Como la mayor parte de la humanidad todavía, nací en un mundo desprovisto de internet y fui testigo de su ingreso a nuestras vidas. Mis primeros contactos con lo que entonces se llamó la “superautopista de la información” tuvieron lugar en mi adolescencia temprana y en la oficina de una tía bibliotecóloga, adonde acudía para descargar fondos de pantalla, íconos y sonidos de Starwars, Terminator o 2001: Odisea al espacio, con que adornar mi sesión en la computadora de casa. Los buscadores eran primitivos y la conexión lenta, de modo que la experiencia era trabajosa, paciente. Tocaba aprenderse la dirección de las páginas web y llevarse el material descargado en disquetes de 3 ½: 1.44 fabulosos megabytes de información, con los que bastaba para sentirse a la vanguardia, frente a las máquinas ordinarias y aburridas de mis amigos del colegio.

Internet dejó de ser un asunto oficinesco cuando se presentó en mi casa a través del dial-up, que ocupaba la línea telefónica.

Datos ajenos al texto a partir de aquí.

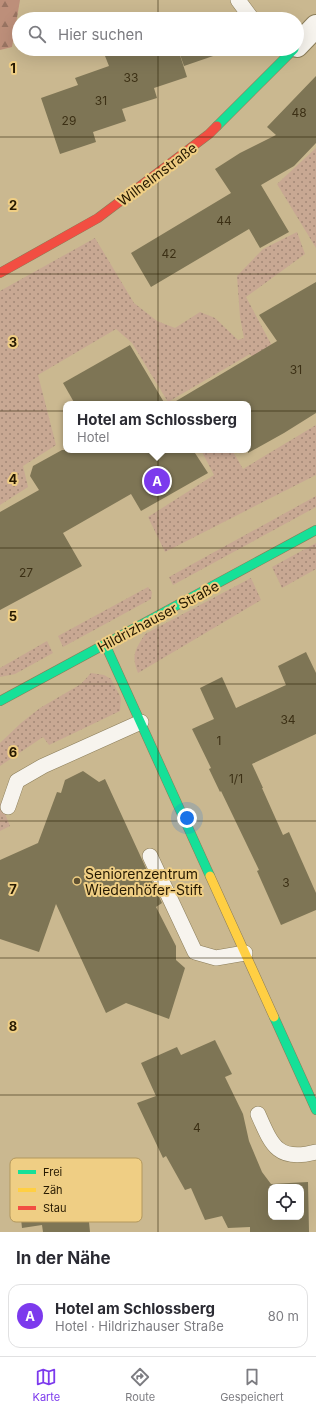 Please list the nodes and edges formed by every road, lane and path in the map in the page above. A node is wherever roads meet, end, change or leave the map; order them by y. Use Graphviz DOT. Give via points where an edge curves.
graph roads {
  1 [pos="238,0"];
  2 [pos="247,12"];
  3 [pos="316,26"];
  4 [pos="304,36"];
  5 [pos="281,56"];
  6 [pos="0,273"];
  7 [pos="316,530"];
  8 [pos="105,644"];
  9 [pos="0,701"];
  10 [pos="141,722"];
  11 [pos="8,806"];
  12 [pos="150,856"];
  13 [pos="245,953"];
  14 [pos="316,1110"];
  15 [pos="258,1114"];
  16 [pos="316,1152"];
  1 -- 2 [label="lane"];
  3 -- 4 [label="street, Wilhelmstraße"];
  5 -- 6 [label="street, Wilhelmstraße" via="209,134 98,218"];
  7 -- 8 [label="street, Hildrizhauser Straße"];
  8 -- 9 [label="street, Hildrizhauser Straße"];
  8 -- 10 [label="street"];
  10 -- 11 [label="lane" via="43,766 17,781"];
  10 -- 13 [label="street"];
  12 -- 13 [label="lane" via="195,952 216,958"];
  13 -- 14 [label="street"];
  15 -- 16 [label="lane" via="269,1140 282,1153 303,1156"];
}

Los celulares eran un lujo todavía, así que la conexión debía darse de noche o de madrugada, y los jóvenes “internautas” sacrificábamos gustosos el sueño para hacer vida en foros y chats, detrás de seudónimos. La red era para nosotros un espacio íntimo, de libertades clandestinas, y aunque las redes sociales no existían, muchos ya nos conocíamos, nos peleábamos y nos enamorábamos en línea.

Hubo quienes salían de su casa para conectarse y lo hacían en lugares hoy en día innecesarios, pero fundamentales para la época: cibercafés. Lugares turbios, incómodos, donde hileras de computadoras obsoletas recibían a cliente tras cliente durante la jornada completa, para ofrecerles conexión a cambio de un pago por horas. Cazadores de empleo, noviecitos a distancia, estudiantes buscando imprimir una tarea y jugadores empedernidos de Counter-Strike se alternaron frente a sus pantallas durante casi una década. Fue la era de los virus informáticos, del spam y de las sesiones que quedaban abiertas y algún usuario siguiente abusaba: los primeros e involuntarios “hackeos”.

Mi tránsito por internet puede medirse por la cantidad de cuentas de correo electrónico que recuerdo: @latinmail, @cantv, @yahoo y sobre todo @hotmail, indispensable para acceder al Microsoft Messenger. Fundador de la estirpe del WhatsApp y sus emoticones, contenía un listado de afectos reales y virtuales con los que chatear, enviarse música y sostener discusiones que bien podían conducir al bloqueo. Su reinado duró hasta la aparición de Gmail, con sus direcciones sofisticadas con un puntito en el medio y su increíble gigabyte de capacidad. El rey ha muerto, larga vida al rey.

Décadas después, aún conservo relaciones provenientes del “ciberespacio”. Algunas continúan siendo digitales, mientras que otras han podido materializarse. Y aunque hoy en día esto parezca una obviedad, en Internet aprendí lo mucho en común que uno puede tener con gente de otros lugares del planeta.